Le roi recommande à sa fille et à ses successeurs de maintenir dans leurs offices tous ses loyaux serviteurs, et, en termes exprès, il nomme Diego de Padilla, son beau-frère, les maîtres de Saint-Jacques et d’Alcantara, le prieur de Saint-Jean Garci Gomez Carrillo[2], Martin Lopez, son chambellan, Martin Yanez, son trésorier, Mateo Fernandez, chancelier du sceau privé, Rui Gonzalez, son grand-écuyer, enfin Zorzo, capitaine des arbalétriers de sa garde, qui avait battu une escadre aragonaise.

La question de la tutelle de ses enfans était assurément la plus grave que le roi eût à résoudre. On aurait dû croire que son choix tomberait sur Diego de Padilla, oncle de ses filles, et plus intéressé qu’aucun autre à la conservation de leurs droits. Cependant c’est le maître de Saint-Jacques, Garci Alvarez, que le roi appelle à ces importantes fonctions, et, à son défaut, Garci Carrillo, prieur de Saint-Jean, bien qu’il fût allié à une famille en hostilité ouverte contre lui. Malgré la faveur constante dont il jouissait auprès de son maître, Diego de Padilla n’avait jamais possédé sa confiance. J’en ai rappelé plusieurs preuves[3].
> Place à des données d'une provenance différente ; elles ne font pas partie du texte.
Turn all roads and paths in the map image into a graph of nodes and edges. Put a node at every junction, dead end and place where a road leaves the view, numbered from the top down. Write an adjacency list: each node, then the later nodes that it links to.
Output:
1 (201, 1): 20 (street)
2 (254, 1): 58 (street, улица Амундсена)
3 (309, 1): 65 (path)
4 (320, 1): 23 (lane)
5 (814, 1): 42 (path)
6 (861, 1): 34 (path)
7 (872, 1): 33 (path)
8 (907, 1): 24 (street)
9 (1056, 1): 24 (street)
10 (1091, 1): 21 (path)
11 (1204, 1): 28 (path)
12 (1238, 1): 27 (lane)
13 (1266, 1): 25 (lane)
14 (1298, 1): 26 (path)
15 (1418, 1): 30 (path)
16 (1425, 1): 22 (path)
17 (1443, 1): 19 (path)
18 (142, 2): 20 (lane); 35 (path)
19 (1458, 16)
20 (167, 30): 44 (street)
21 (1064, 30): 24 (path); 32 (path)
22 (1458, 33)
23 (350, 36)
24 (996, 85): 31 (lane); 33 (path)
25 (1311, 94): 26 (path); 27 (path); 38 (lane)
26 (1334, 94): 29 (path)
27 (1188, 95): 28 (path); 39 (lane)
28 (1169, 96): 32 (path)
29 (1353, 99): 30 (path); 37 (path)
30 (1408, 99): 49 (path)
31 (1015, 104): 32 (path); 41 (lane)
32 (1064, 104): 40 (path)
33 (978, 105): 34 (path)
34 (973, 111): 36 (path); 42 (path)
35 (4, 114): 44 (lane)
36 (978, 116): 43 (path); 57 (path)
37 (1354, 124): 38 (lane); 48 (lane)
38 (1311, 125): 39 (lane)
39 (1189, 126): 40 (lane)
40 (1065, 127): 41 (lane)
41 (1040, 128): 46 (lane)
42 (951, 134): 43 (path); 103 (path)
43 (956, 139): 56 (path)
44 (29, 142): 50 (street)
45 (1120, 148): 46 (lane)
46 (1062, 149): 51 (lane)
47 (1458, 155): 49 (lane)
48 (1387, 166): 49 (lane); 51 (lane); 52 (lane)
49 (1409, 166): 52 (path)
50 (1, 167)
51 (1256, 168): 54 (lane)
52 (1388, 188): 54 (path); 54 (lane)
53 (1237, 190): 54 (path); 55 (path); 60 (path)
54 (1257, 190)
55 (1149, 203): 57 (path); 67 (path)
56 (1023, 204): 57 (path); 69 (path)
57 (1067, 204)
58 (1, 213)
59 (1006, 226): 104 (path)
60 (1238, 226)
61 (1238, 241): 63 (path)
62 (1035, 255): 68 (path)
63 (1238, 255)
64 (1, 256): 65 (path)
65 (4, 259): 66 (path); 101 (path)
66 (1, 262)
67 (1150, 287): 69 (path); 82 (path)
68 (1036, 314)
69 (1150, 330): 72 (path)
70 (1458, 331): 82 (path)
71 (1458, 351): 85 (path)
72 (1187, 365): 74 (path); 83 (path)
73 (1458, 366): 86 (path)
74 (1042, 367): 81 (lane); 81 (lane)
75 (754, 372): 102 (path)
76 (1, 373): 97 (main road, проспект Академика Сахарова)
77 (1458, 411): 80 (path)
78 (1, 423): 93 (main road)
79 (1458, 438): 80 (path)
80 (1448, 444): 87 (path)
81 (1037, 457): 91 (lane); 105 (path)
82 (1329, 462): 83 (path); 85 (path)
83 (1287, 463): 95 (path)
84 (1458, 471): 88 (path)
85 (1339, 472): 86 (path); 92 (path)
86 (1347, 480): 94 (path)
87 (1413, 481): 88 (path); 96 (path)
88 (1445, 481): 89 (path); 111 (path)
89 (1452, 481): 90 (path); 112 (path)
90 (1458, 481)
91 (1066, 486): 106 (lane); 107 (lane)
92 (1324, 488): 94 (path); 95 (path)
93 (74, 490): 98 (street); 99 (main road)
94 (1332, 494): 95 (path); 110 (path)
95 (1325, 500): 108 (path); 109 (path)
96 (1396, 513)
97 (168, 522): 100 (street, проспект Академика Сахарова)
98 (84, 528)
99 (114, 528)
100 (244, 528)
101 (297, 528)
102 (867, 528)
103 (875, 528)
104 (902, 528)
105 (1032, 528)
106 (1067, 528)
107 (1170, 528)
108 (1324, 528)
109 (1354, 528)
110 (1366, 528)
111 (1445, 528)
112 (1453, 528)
J’ai cru devoir analyser en détail ce document remarquable, car mon but n’est pas seulement de faire connaître les événemens arrivés sous le règne de don Pèdre, mais encore d’étudier le caractère de ce prince si diversement jugé. Son testament peut être regardé comme l’expression de ses pensées intimes, et, à ce titre, méritait, ce me semble, d’être examiné avec un soin particulier. Le despote s’y révèle à chaque ligne, mais il a sa grandeur.

Don Pèdre ne crut point qu’un testament suffît pour assurer la couronne à l’aînée de ses filles. Il voulut consacrer ses droits par un acte encore plus solennel et demanda aux représentans de la nation, pour l’infante Beatriz, le serment qu’ils avaient prêté, l’année précédente, à son frère don Alphonse. Contre l’usage, il convoqua les cortès en dehors des frontières de la Castille, à Bubierca, ville aragonaise dont il venait de s’emparer. En réunissant l’assemblée au milieu d’un camp, sur une terre conquise par ses armes, peut-être voulait-il montrer que les limites du royaume avaient reculé et qu’il régnait partout où il avait planté sa bannière. Ce ne fut pas la seule innovation que l’on vit dans ces cortès dont les actes sont malheureusement peu connus. L’infante

  1. Mari au lieu de Maria, Alfon au lieu de Aldonza.
  2. V. § XII. — V.
  3. Testamento del rey don Pedro. Cronica de Ayala. Ed. Llaguno, p. 558 et suivantes.